Cal alumna and Girls Garage founder Emily Pilloton ’03 | Courtesy of Emily Pilloton
Pilloton had to be creative during this pandemic to keep the organization going. “I just feel like failure is not an option,” she explains. “This space means a lot to the girls that come here.” COVID-19 has presented unseen challenges, but nothing that Pilloton is new to. She has always felt the need to prove herself as a woman builder. For her, directly creating the spaces that surround us is a way of asserting herself in the world.

Her first foray into design was a high school service trip to Belize that opened her eyes to what design could be. “We spent the whole summer working alongside local masons and carpenters, and we built an entire town park,” Pilloton recalls. “It was really an experience that changed the way I thought about space making and also about myself—that I could have a role in the shaping of the world.” It was the first time she saw the immediate impact of her work, and it stuck with her throughout her studies at UC Berkeley’s College of Environmental Design. The then dean, Mike Martin, had told her that Cal would not train her just to be an architect. “Architecture is a visual language for seeing the world. I remember feeling like that’s what I want,” she reflects.

“I want them all to leave with the physical experience of having done something that was scary, of having done things that the world generally says are not for them.”

Fast forward to 2009, when she got an email from someone in Bertie County, North Carolina. Dr. Chip Zullinger was an elementary school superintendent who wanted Pilloton to design and build structures for struggling schools. “This guy was a renegade. Really, I could tell. This guy is gonna get fired. He was that kind of leader that just came in to mix things up, make things better. This is who I want to be working with.” 

However, ultimately, she felt unsettled about why she was there. “It started to feel a little bit disingenuous. No one likes a design imperialist.” She proposed an idea to Dr. Zullinger. If he wanted to change things for the students, creativity and design needed to be in the classroom.
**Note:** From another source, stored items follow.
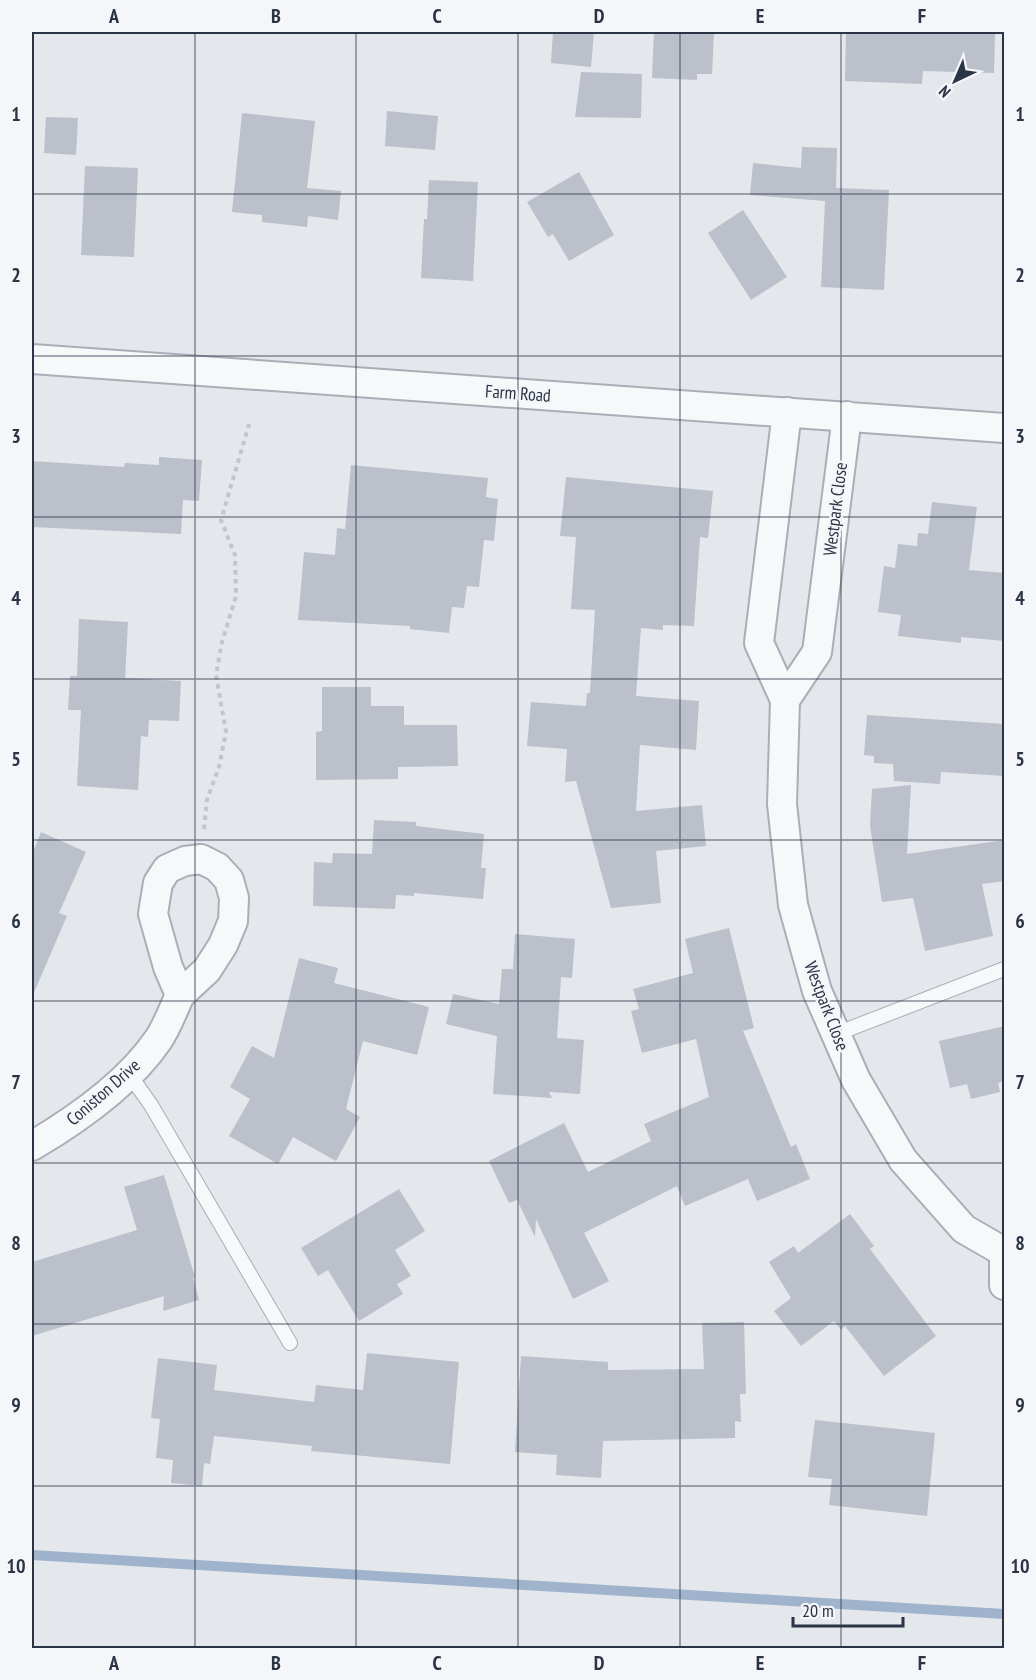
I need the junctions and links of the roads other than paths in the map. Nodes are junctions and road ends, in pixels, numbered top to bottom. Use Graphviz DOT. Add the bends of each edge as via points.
graph roads {
  1 [pos="32,359"];
  2 [pos="787,412"];
  3 [pos="847,416"];
  4 [pos="1005,428"];
  5 [pos="784,700"];
  6 [pos="1005,969"];
  7 [pos="180,995"];
  8 [pos="836,1034"];
  9 [pos="129,1074"];
  10 [pos="32,1146"];
  11 [pos="1005,1252"];
  12 [pos="1005,1262"];
  13 [pos="1005,1286"];
  14 [pos="290,1343"];
  1 -- 2 [label="street, Farm Road"];
  2 -- 3 [label="street, Farm Road"];
  2 -- 5 [label="street, Westpark Close" via="759,643"];
  3 -- 4 [label="street, Farm Road"];
  3 -- 5 [label="street, Westpark Close" via="817,652"];
  5 -- 8 [label="street, Westpark Close" via="782,804 793,905 817,992"];
  6 -- 8 [label="lane"];
  7 -- 7 [label="street, Coniston Drive" via="153,914 154,901 158,883 167,869 201,859 217,867 229,880 234,898 233,921 207,970"];
  7 -- 9 [label="street, Coniston Drive" via="158,1040"];
  8 -- 11 [label="street, Westpark Close" via="856,1080 903,1161 964,1229"];
  9 -- 10 [label="street, Coniston Drive" via="93,1105"];
  9 -- 14 [label="lane"];
  12 -- 13 [label="street"];
}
He agreed, and Pilloton developed a curriculum, became certified, and was teaching the next school year.

A team of Girls Garage builders hard at work | Courtesy of Emily Pilloton
Just as the pandemic hit, everything tried to stop her class: Dr. Z was fired, an earthquake and a tornado hit the city, and they lost funding and school board support. Despite it all, they built a thriving open-air farmers market. “I’ve got 13 kids here who show up every day, work their butts off, and want to see their town get better,” she says.

This summer, Pilloton and the girls of Girls Garage completed a project they started late last year to construct a 500-square-foot chicken pavilion at Urban Tilth’s North Richmond Farm. Most of these girls do not have a comparable program at their schools, and whether or not they go on to become builders or pursue careers in STEM, Pilloton wants them to be proud of their work.

“I want them all to leave with the physical experience of having done something that was scary, of having done things that the world generally says are not for them.”